L'autre héritage de la perte de Bianchi concerne la neutralisation même partielle de la course. La FIA n'a pas hésité – avec un certain manque de tact – à souligner la vitesse trop élevée de la Marussia dans un secteur marqué par les drapeaux jaunes. Un problème certes récurent qui ne datait pas de 2014, même si la présence de la grue fut un autre facteur aggravant. Encore que Suzuka 2022 semble indiquer que la direction de course ne considère toujours pas la chose ainsi...

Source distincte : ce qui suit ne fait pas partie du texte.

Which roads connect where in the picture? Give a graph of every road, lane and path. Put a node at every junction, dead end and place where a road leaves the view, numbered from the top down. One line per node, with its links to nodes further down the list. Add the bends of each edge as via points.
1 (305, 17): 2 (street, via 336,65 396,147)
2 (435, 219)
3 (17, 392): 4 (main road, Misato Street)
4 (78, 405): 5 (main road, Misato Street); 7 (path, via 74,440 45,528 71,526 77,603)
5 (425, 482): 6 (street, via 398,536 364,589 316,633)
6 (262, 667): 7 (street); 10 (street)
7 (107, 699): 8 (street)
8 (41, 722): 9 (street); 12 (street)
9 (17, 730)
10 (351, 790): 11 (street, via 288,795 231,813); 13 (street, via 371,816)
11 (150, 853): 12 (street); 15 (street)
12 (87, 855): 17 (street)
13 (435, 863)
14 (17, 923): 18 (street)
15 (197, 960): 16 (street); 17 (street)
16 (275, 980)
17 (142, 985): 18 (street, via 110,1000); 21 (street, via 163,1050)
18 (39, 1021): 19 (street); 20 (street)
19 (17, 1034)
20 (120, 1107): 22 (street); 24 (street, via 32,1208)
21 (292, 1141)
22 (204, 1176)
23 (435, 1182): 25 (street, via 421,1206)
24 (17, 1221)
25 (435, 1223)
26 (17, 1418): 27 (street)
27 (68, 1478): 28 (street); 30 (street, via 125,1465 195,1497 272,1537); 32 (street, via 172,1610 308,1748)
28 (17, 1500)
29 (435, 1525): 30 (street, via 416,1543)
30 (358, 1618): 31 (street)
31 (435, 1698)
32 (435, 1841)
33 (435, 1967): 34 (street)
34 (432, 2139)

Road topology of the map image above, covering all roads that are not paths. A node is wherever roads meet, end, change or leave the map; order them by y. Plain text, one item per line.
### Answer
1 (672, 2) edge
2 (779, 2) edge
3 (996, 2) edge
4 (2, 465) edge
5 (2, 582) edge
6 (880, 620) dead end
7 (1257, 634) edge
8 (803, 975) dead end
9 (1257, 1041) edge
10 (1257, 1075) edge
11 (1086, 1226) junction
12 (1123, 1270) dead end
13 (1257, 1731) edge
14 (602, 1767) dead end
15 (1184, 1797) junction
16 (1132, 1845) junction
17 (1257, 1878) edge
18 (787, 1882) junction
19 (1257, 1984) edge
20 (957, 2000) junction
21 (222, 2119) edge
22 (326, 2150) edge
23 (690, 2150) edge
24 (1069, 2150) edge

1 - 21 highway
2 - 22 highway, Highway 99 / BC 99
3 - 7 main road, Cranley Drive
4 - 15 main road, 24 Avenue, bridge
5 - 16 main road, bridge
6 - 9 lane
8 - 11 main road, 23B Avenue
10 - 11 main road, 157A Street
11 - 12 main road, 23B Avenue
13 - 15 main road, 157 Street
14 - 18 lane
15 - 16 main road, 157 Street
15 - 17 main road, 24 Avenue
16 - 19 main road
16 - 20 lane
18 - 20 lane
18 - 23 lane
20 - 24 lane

Néanmoins, pour mieux encadrer les interventions intermédiaires ne nécessitant pas une neutralisation complète, la FIA introduisit la voiture de sécurité virtuelle pour la saison 2015. Les monoplaces en piste doivent adopter un rythme similaire à une neutralisation concrète et défini par le fameux delta, le tout avec les mêmes restrictions en terme de dépassements et d'usage du DRS. Mais le Safety Car reste au stand ; ainsi la procédure s'en trouve raccourcie puisqu'il n'y a plus besoin de rejoindre la voiture de sécurité, ni de laisser passer les monoplaces à un tour.

Son inauguration intervint à Silverstone après que Carlos Sainz ait immobilisé sa Toro Rosso dans l'échappatoire du dernier virage. La demi-neutralisation dura deux tours et s'effectua sans accroc. Elle fut tellement anecdotique que le résumé officiel de la saison n'en fit même pas mention dans son focus sur le Grand Prix de Grande Bretagne !

Néanmoins, la procédure fait désormais partie intégrante d'un week-end de course. Même si la neutralisation VSC est très (trop?) souvent suivie d'une neutralisation SC, ce qui tend à relativiser sa légitimité.